**ACTIVITY**
Go through each line of the entries below and tally those containing the string "dead"; give only the total.

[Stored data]

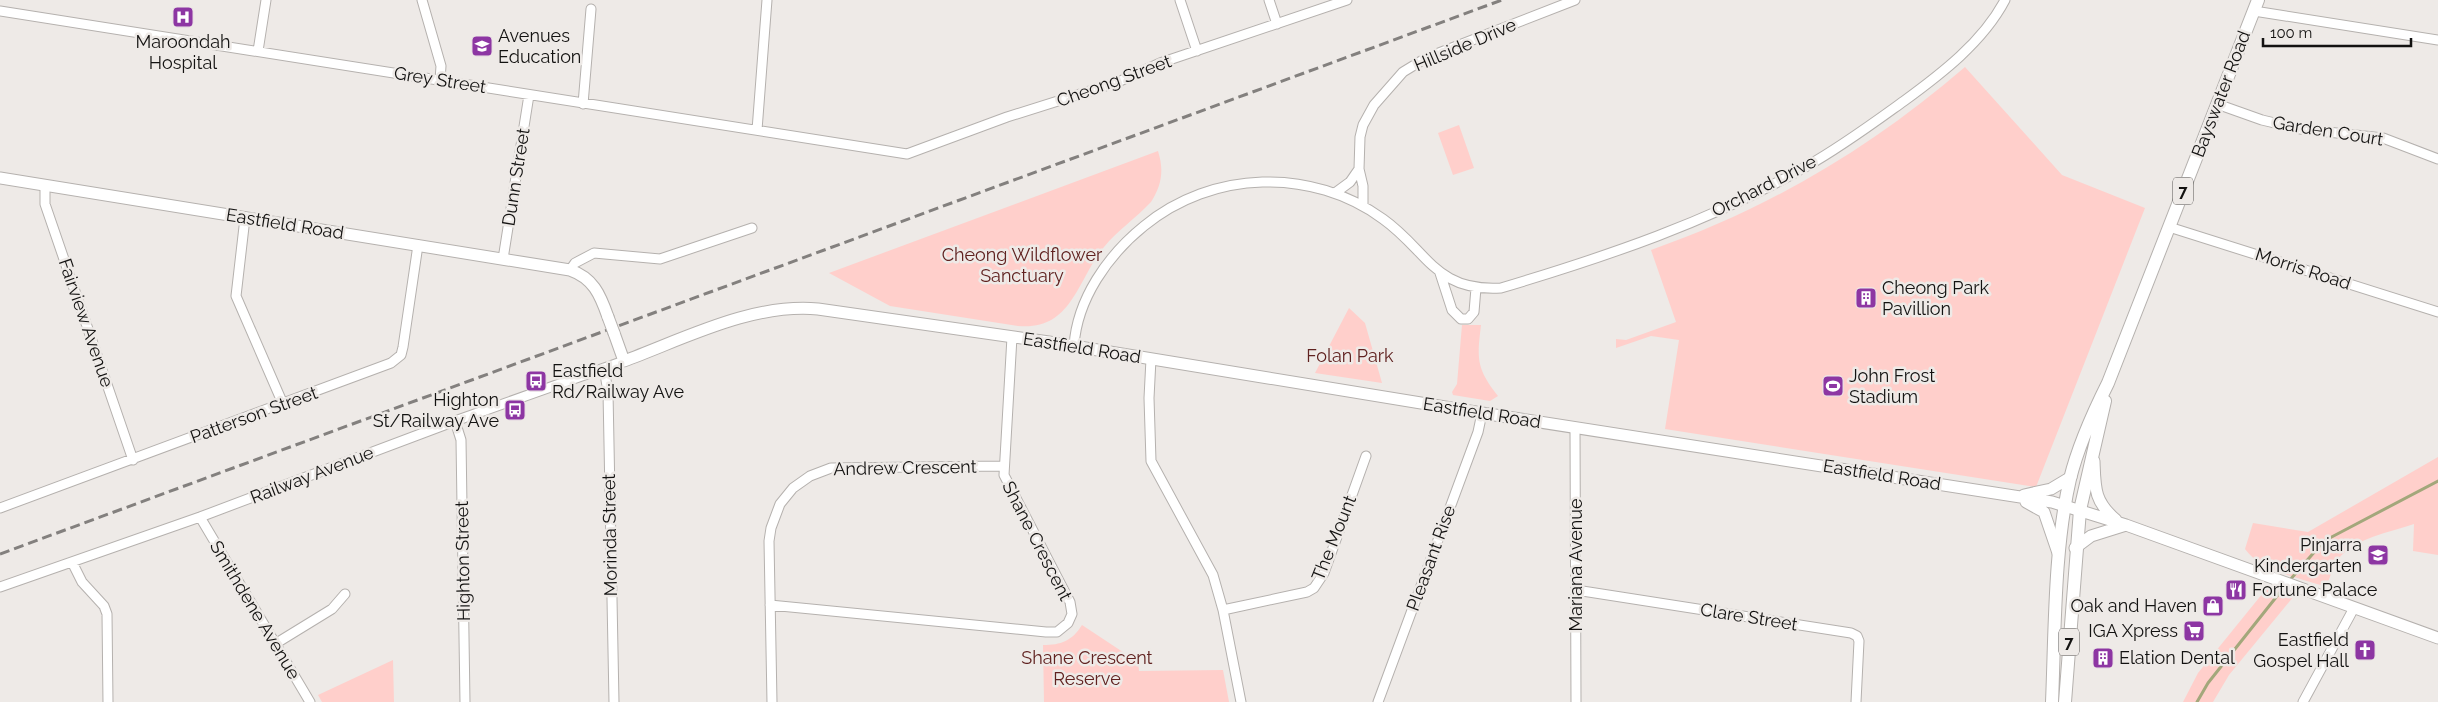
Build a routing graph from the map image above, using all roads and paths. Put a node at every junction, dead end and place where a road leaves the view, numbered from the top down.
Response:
1 (266, 0) edge
2 (422, 0) edge
3 (767, 0) edge
4 (1180, 0) edge
5 (1269, 0) edge
6 (1347, 0) edge
7 (1575, 0) edge
8 (2005, 0) edge
9 (2256, 6) edge
10 (591, 9) dead end
11 (0, 11) edge
12 (1277, 24) junction
13 (2438, 40) edge
14 (258, 51) junction
15 (1197, 51) junction
16 (440, 80) junction
17 (528, 95) junction
18 (583, 104) junction
19 (2217, 104) junction
20 (757, 130) junction
21 (880, 150) joint
22 (2438, 159) edge
23 (1360, 169) junction
24 (0, 178) edge
25 (45, 185) junction
26 (1335, 193) junction
27 (1363, 206) junction
28 (245, 218) junction
29 (2169, 227) junction
30 (752, 228) dead end
31 (418, 245) junction
32 (503, 259) junction
33 (570, 270) junction
34 (1440, 274) junction
35 (1476, 288) junction
36 (2438, 312) edge
37 (1012, 337) junction
38 (1074, 346) junction
39 (1151, 359) junction
40 (624, 361) junction
41 (604, 368) junction
42 (2108, 383) junction
43 (282, 404) junction
44 (1482, 413) junction
45 (455, 421) junction
46 (1575, 428) junction
47 (2094, 454) junction
48 (1366, 456) dead end
49 (133, 460) junction
50 (1003, 466) junction
51 (2071, 477) junction
52 (2015, 497) junction
53 (2065, 506) junction
54 (0, 508) edge
55 (2080, 510) junction
56 (200, 517) junction
57 (2123, 524) junction
58 (2075, 548) junction
59 (2060, 559) junction
60 (72, 562) junction
61 (0, 587) edge
62 (1576, 590) junction
63 (345, 594) dead end
64 (770, 605) junction
65 (2354, 608) junction
66 (1223, 610) junction
67 (2438, 638) edge
68 (275, 644) junction
69 (108, 702) edge
70 (310, 702) edge
71 (466, 702) edge
72 (614, 702) edge
73 (772, 702) edge
74 (1241, 702) edge
75 (1378, 702) edge
76 (1576, 702) edge
77 (1856, 702) edge
78 (2052, 702) edge
79 (2065, 702) edge
80 (2304, 702) edge

1 - 14 street
2 - 16 street
3 - 20 street
4 - 15 street
5 - 12 street
6 - 12 street, Cheong Street
7 - 23 street, Hillside Drive
8 - 35 street, Orchard Drive
9 - 13 street
9 - 19 main road, Bayswater Road / 7
10 - 18 street
11 - 14 street, Grey Street
12 - 15 street, Cheong Street
14 - 16 street, Grey Street
15 - 21 street, Cheong Street
16 - 17 street, Grey Street
17 - 18 street, Grey Street
17 - 32 street, Dunn Street
18 - 20 street, Grey Street
19 - 22 street, Garden Court
19 - 29 main road, Bayswater Road / 7
20 - 21 street, Grey Street
23 - 26 street
23 - 27 street, Hillside Drive
24 - 25 main road, Eastfield Road
25 - 28 main road, Eastfield Road
25 - 49 street, Fairview Avenue
26 - 27 street
26 - 38 street
27 - 34 street
28 - 31 main road, Eastfield Road
28 - 43 street
29 - 36 street, Morris Road
29 - 42 main road, Bayswater Road / 7
30 - 33 street
31 - 32 main road, Eastfield Road
31 - 43 street, Patterson Street
32 - 33 main road, Eastfield Road
33 - 40 main road, Eastfield Road, bridge
34 - 35 street, Orchard Drive
34 - 35 street
37 - 38 main road, Eastfield Road
37 - 40 main road, Eastfield Road
37 - 50 street, Shane Crescent
38 - 39 main road, Eastfield Road
39 - 44 main road, Eastfield Road
39 - 66 street
40 - 41 street, Railway Avenue
41 - 45 street, Railway Avenue
41 - 72 street, Morinda Street
42 - 47 main road, Bayswater Road / 7
42 - 51 main road, Bayswater Road / 7
43 - 49 street, Patterson Street
44 - 46 main road, Eastfield Road
44 - 75 street, Pleasant Rise
45 - 56 street, Railway Avenue
45 - 71 street, Highton Street
46 - 52 main road, Eastfield Road
46 - 62 street, Mariana Avenue
47 - 55 main road, Bayswater Road / 7
47 - 57 main road
48 - 66 street, The Mount
49 - 54 street, Patterson Street
50 - 64 street, Andrew Crescent
50 - 64 street, Shane Crescent
51 - 52 main road
51 - 53 main road, Bayswater Road / 7
52 - 53 main road, Eastfield Road
52 - 59 main road
53 - 55 main road, Eastfield Road
53 - 59 main road, Bayswater Road / 7
55 - 57 main road, Eastfield Road
55 - 58 main road, Bayswater Road / 7
56 - 60 street, Railway Avenue
56 - 68 street, Smithdene Avenue
57 - 58 main road
57 - 65 main road, Eastfield Road
58 - 79 main road, Bayswater Road / 7
59 - 78 main road, Bayswater Road / 7
60 - 61 street, Railway Avenue
60 - 69 street
62 - 76 street, Mariana Avenue
62 - 77 street, Clare Street
63 - 68 street
64 - 73 street, Andrew Crescent
65 - 67 main road, Eastfield Road
65 - 80 street
66 - 74 street
68 - 70 street, Smithdene Avenue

**RESPONSE BELOW**
5